After that visit the recluse in the new wing was left to herself again, and all kinds of strange thoughts came up into her heart. They were not so articulate as Lady Eskside’s; but somehow there arose in her, as the old lady went away, a curious reflection of her impatience, an incoherent desire to call her back again. She sat and listened to her steps going all the way along the corridor, and down the stair, and never opened her lips nor made a movement to detain her; and yet there rose in her mind a mute cry, could the dull air but have carried it without any action of hers. She caught the sound of Lady Eskside’s sigh, and, for the first time, a dim understanding of it seemed to dawn upon her mind. Why could not she go with her—make herself one with the others? The thought was very shadowy and vague, like a suggestion some unseen observer had made to her; but it raised a visionary ferment in her soul, a gasping for breath, as if she already felt herself confined within an atmosphere where she had no room to breathe.
Then she took refuge in her own room in this painful rush of new feeling. The curtains at the windows, the hangings of the bed, the draperies everywhere, seemed to shut her in and cut short her breath. The great glass which reflected her figure from head to foot, the other lesser ones which multiplied her face, glancing back resemblances at her as if she, in her solitude, had grown into half-a-dozen women, affected her imagination wildly. She left that room like one pursued—pursued by herself, always the worst ghost of solitude. Then she went to the little room with the window which commanded the great door. Perhaps by this time the boys might be come back; and the boys formed her bridge, as it were, into the world, her sole link of connection with life in this artificial phase. A little warmth, a little hope, came into her as she sat down there and strained her eyes to watch for some sign of their coming. After a while, the door opened and Richard came out. He stood on the great steps for a moment, putting on his gloves, then, looking up, saw her, and took off his hat to her; then he made a pause, as if in doubt, drew off the gloves again, and went back into the house. At this sight a sudden wild panic came upon her. She thought he was coming to see her, which indeed was the purpose with which he had turned back. She sprang up, her heart beating, and flying through the lonely rooms, seized a shawl which lay on a chair, and darted down a little stair in the turret which led into the woods. Her excitement carried her on for some distance before her breath failed her altogether, though her heart beat loud in her bosom, like some hard piston of iron, swinging and creaking in fierce unmanageable haste. She had got into the shrubberies, not knowing where she went, and sank down among the bushes to rest, when her strength failed. The thought of meeting her husband now, with nobody by, drove her wild. She had lived under the same roof with him for days at Oxford, and thought little of it, being occupied with other matters; but deadly panic, as of a wild deer flying from the hunter, had seized upon her now. She never asked herself what harm he could do her. She feared nothing actual, but, with overwhelming blind terror, she feared the future and the unknown.
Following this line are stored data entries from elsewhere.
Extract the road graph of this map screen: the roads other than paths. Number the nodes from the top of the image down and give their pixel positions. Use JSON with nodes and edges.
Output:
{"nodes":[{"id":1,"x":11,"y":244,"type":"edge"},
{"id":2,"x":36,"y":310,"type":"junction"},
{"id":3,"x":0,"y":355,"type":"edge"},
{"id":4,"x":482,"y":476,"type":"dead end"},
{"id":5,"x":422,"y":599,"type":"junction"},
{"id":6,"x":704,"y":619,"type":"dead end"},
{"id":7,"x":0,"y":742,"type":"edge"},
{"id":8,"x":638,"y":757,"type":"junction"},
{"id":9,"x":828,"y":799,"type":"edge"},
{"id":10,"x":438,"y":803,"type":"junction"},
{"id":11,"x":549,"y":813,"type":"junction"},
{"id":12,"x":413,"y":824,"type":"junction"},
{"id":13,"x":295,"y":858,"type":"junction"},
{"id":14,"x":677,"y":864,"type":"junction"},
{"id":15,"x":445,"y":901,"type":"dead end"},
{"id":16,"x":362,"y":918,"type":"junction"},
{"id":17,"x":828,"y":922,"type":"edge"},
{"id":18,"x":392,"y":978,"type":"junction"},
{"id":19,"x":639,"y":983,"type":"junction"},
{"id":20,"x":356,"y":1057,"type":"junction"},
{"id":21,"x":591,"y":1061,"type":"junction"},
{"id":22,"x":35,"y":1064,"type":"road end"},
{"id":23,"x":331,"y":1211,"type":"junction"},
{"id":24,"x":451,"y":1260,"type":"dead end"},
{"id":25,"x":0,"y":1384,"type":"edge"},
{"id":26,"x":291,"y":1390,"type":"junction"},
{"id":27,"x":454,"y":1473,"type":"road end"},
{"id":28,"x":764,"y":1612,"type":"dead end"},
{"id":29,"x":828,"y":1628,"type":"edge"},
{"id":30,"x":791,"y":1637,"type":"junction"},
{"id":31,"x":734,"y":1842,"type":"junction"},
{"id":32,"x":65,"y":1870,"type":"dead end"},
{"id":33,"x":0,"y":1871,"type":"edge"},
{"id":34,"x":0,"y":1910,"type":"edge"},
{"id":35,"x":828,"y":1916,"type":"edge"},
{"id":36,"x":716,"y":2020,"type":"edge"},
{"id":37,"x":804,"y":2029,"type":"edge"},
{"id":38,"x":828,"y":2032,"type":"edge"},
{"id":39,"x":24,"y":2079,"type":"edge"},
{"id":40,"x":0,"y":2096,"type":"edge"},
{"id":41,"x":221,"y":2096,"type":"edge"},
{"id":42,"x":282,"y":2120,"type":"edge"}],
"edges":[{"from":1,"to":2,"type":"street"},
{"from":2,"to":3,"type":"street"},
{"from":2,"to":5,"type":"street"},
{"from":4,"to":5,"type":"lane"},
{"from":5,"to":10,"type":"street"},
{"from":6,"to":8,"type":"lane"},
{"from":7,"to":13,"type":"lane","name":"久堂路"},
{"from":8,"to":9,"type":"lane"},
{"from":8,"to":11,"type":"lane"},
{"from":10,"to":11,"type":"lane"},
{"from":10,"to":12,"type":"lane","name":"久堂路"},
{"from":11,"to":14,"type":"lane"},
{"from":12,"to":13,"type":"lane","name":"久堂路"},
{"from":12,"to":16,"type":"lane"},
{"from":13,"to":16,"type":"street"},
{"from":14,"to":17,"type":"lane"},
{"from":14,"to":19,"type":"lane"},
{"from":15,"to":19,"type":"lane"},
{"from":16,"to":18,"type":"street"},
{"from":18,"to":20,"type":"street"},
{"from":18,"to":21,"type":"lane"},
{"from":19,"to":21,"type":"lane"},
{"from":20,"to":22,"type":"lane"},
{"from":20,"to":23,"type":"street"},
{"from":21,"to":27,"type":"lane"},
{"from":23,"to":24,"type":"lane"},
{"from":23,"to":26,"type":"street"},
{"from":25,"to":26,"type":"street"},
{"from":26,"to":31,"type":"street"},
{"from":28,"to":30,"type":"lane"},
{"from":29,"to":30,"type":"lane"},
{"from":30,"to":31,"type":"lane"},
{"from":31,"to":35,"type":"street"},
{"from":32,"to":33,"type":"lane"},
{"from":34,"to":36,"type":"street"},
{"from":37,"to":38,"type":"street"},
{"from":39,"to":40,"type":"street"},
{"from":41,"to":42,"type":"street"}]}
Oh, how many thoughts came rushing upon her as she lay crouched together on the cool earth among the bushes!—thoughts half made out, not one altogether articulate—gleams of a consciousness that this was folly, that it was impossible, that she must get the better of herself, that the fever in her soul must be chased away, and could not be submitted to. “I must change—I must make a change!” she moaned to herself. A whole new being, a new creature, with dim evolutions of reason, dim perceptions of the impossible, seemed to be rising up in her, blotting out the old. Her faults, her follies, her wild impulses, the savage nature which could endure no restraint, had all come to a climax in her; and reason, which had struggled faintly in the old days, and won her to so many sacrifices, had at last got the balance in hand, I think, and the power to decide what could and what could not be. Yet, when she had got her breath a little, she stumbled to her feet, and went on.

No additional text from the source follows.